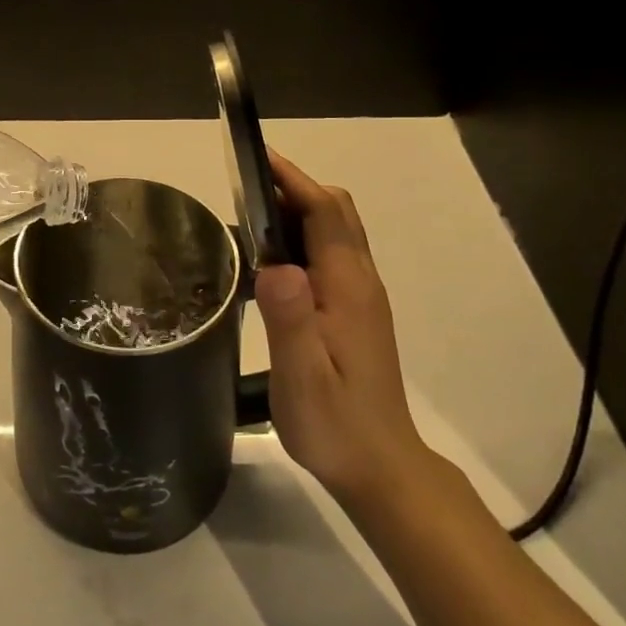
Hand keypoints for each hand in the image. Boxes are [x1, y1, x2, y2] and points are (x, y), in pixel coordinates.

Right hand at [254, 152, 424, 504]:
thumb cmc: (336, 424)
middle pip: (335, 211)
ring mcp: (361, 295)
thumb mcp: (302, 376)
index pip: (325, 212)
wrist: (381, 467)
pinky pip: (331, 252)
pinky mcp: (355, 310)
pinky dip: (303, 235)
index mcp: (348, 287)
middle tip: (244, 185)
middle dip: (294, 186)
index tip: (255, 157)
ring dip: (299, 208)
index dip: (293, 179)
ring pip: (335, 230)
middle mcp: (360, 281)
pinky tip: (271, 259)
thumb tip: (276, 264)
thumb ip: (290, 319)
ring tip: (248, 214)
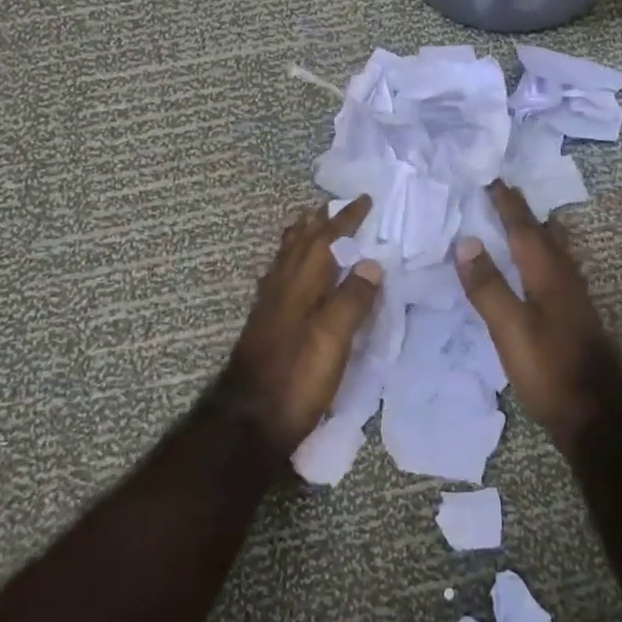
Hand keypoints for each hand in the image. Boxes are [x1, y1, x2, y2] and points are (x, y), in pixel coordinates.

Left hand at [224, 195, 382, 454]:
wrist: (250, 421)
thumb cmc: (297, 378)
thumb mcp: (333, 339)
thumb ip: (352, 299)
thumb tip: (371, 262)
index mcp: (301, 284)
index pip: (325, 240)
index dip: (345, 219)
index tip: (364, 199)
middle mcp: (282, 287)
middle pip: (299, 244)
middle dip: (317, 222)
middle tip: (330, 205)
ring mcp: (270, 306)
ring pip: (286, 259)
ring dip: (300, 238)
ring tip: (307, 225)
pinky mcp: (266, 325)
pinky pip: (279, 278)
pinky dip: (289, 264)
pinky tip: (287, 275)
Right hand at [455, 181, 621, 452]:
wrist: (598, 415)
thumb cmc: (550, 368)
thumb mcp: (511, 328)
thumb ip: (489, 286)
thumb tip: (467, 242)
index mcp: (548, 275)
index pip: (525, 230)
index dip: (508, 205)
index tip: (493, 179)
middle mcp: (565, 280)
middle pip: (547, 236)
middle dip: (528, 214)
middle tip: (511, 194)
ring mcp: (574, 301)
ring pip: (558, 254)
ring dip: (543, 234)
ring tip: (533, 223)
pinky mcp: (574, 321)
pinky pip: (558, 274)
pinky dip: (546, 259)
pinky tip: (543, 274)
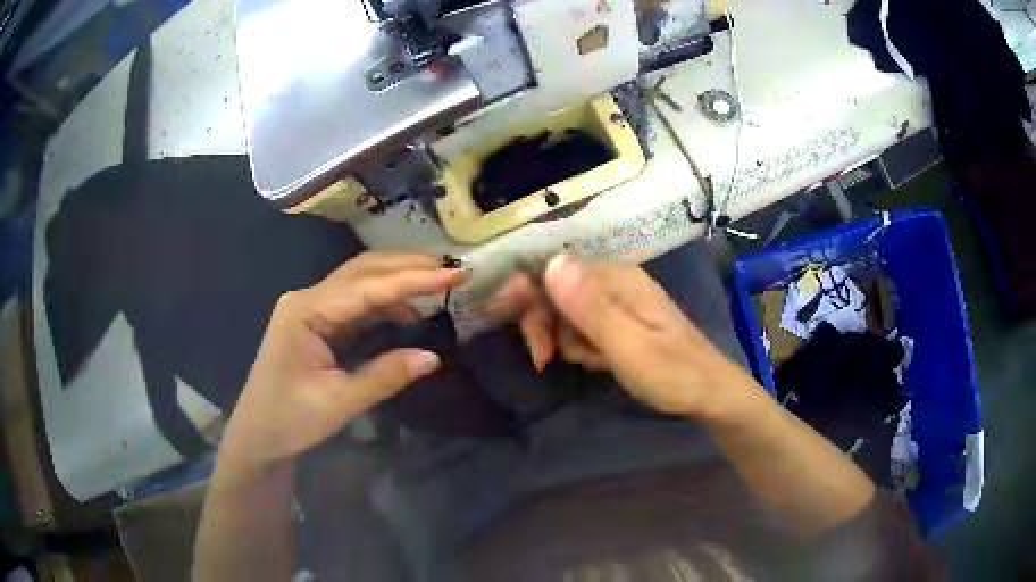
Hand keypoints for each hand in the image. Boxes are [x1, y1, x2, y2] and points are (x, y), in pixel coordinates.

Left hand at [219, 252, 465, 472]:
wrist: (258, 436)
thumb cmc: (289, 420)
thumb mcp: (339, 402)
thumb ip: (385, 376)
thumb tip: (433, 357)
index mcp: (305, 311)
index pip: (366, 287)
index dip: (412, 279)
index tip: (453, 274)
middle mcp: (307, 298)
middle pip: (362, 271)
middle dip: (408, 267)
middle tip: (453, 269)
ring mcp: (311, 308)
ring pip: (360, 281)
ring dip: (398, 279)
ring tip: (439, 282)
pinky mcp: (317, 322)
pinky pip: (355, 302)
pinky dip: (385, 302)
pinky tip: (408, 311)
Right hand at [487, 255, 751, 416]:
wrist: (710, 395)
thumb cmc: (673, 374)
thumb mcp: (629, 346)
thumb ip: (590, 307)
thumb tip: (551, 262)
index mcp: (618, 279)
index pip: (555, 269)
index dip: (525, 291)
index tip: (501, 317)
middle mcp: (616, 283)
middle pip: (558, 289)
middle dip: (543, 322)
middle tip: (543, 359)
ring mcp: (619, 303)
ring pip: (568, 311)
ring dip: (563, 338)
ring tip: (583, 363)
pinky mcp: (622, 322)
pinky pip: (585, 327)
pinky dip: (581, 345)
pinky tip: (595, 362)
★ ★ ★ ★
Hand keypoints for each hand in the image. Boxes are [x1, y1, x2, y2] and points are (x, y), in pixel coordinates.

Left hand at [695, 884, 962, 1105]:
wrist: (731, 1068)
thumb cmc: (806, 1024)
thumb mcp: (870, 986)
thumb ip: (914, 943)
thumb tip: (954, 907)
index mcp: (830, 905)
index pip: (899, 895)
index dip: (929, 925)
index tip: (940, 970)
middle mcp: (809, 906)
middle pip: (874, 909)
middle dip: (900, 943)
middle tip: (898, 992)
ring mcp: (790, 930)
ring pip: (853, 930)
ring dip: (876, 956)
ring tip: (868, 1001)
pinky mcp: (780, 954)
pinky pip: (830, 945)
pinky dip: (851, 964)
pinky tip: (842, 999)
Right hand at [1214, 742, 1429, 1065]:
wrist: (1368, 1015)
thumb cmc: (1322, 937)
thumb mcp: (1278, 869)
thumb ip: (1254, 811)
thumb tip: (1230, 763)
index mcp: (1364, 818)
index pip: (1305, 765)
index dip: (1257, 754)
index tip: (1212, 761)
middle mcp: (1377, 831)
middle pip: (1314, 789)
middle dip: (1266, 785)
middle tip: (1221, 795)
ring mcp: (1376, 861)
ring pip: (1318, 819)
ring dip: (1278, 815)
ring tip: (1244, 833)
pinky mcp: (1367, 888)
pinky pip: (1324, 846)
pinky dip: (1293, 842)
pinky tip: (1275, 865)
★ ★ ★ ★
**What is being asked**
Where a line of the entries contains "Right", report that line.

**Answer**
Right hand at [254, 152, 424, 504]:
Right hand at [455, 181, 621, 452]:
Right hand at [487, 255, 751, 416]:
Right hand at [1214, 742, 1429, 1065]:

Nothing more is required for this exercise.